● **WHAT YOU SHOULD DO**: Your copy should match the records exactly, except that it contains no pictures.

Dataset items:
++++
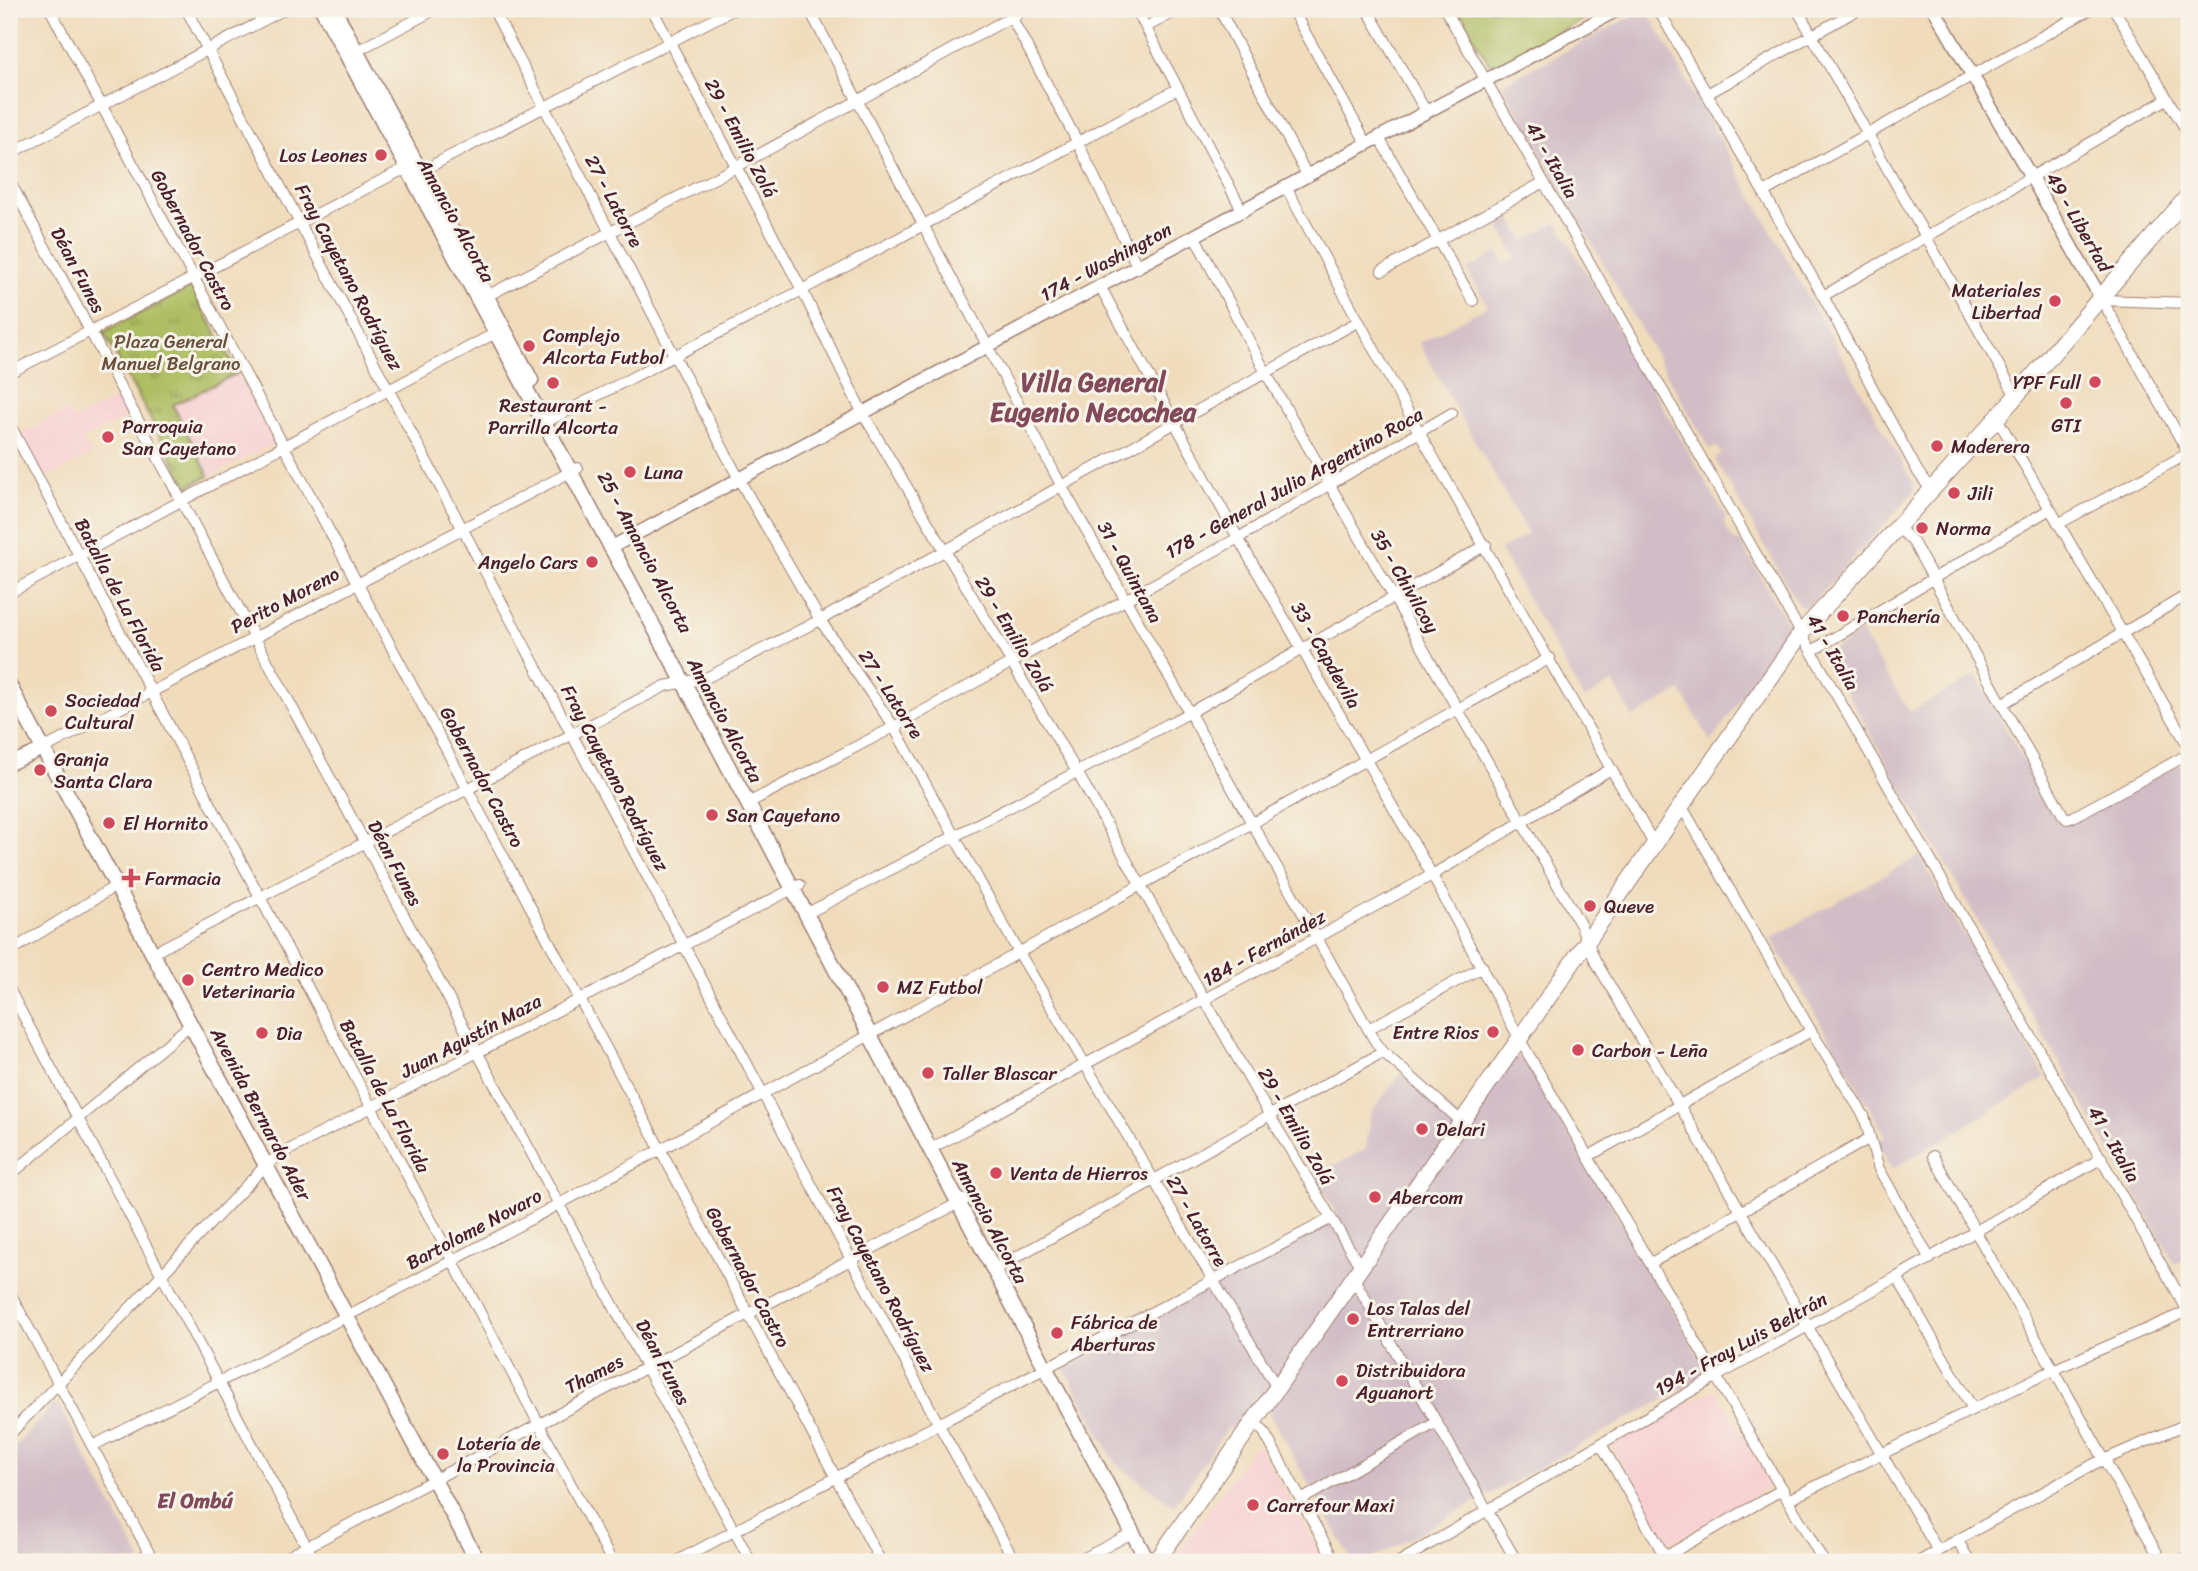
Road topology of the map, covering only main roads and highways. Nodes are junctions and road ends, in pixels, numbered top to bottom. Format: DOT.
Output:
graph roads {
  1 [pos="322,9"];
  2 [pos="334,9"];
  3 [pos="352,54"];
  4 [pos="2189,194"];
  5 [pos="9,685"];
  6 [pos="1050,1366"];
  7 [pos="478,1562"];
  8 [pos="1155,1562"];
  1 -- 3 [label="main road"];
  2 -- 3 [label="main road"];
  3 -- 6 [label="main road, Amancio Alcorta"];
  4 -- 8 [label="main road"];
  5 -- 7 [label="main road, Avenida Bernardo Ader"];
  6 -- 8 [label="main road"];
  6 -- 8 [label="main road"];
}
++++
● **WORKED SOLUTION**:
Road topology of the map, covering only main roads and highways. Nodes are junctions and road ends, in pixels, numbered top to bottom. Format: DOT.
Output:
graph roads {
  1 [pos="322,9"];
  2 [pos="334,9"];
  3 [pos="352,54"];
  4 [pos="2189,194"];
  5 [pos="9,685"];
  6 [pos="1050,1366"];
  7 [pos="478,1562"];
  8 [pos="1155,1562"];
  1 -- 3 [label="main road"];
  2 -- 3 [label="main road"];
  3 -- 6 [label="main road, Amancio Alcorta"];
  4 -- 8 [label="main road"];
  5 -- 7 [label="main road, Avenida Bernardo Ader"];
  6 -- 8 [label="main road"];
  6 -- 8 [label="main road"];
}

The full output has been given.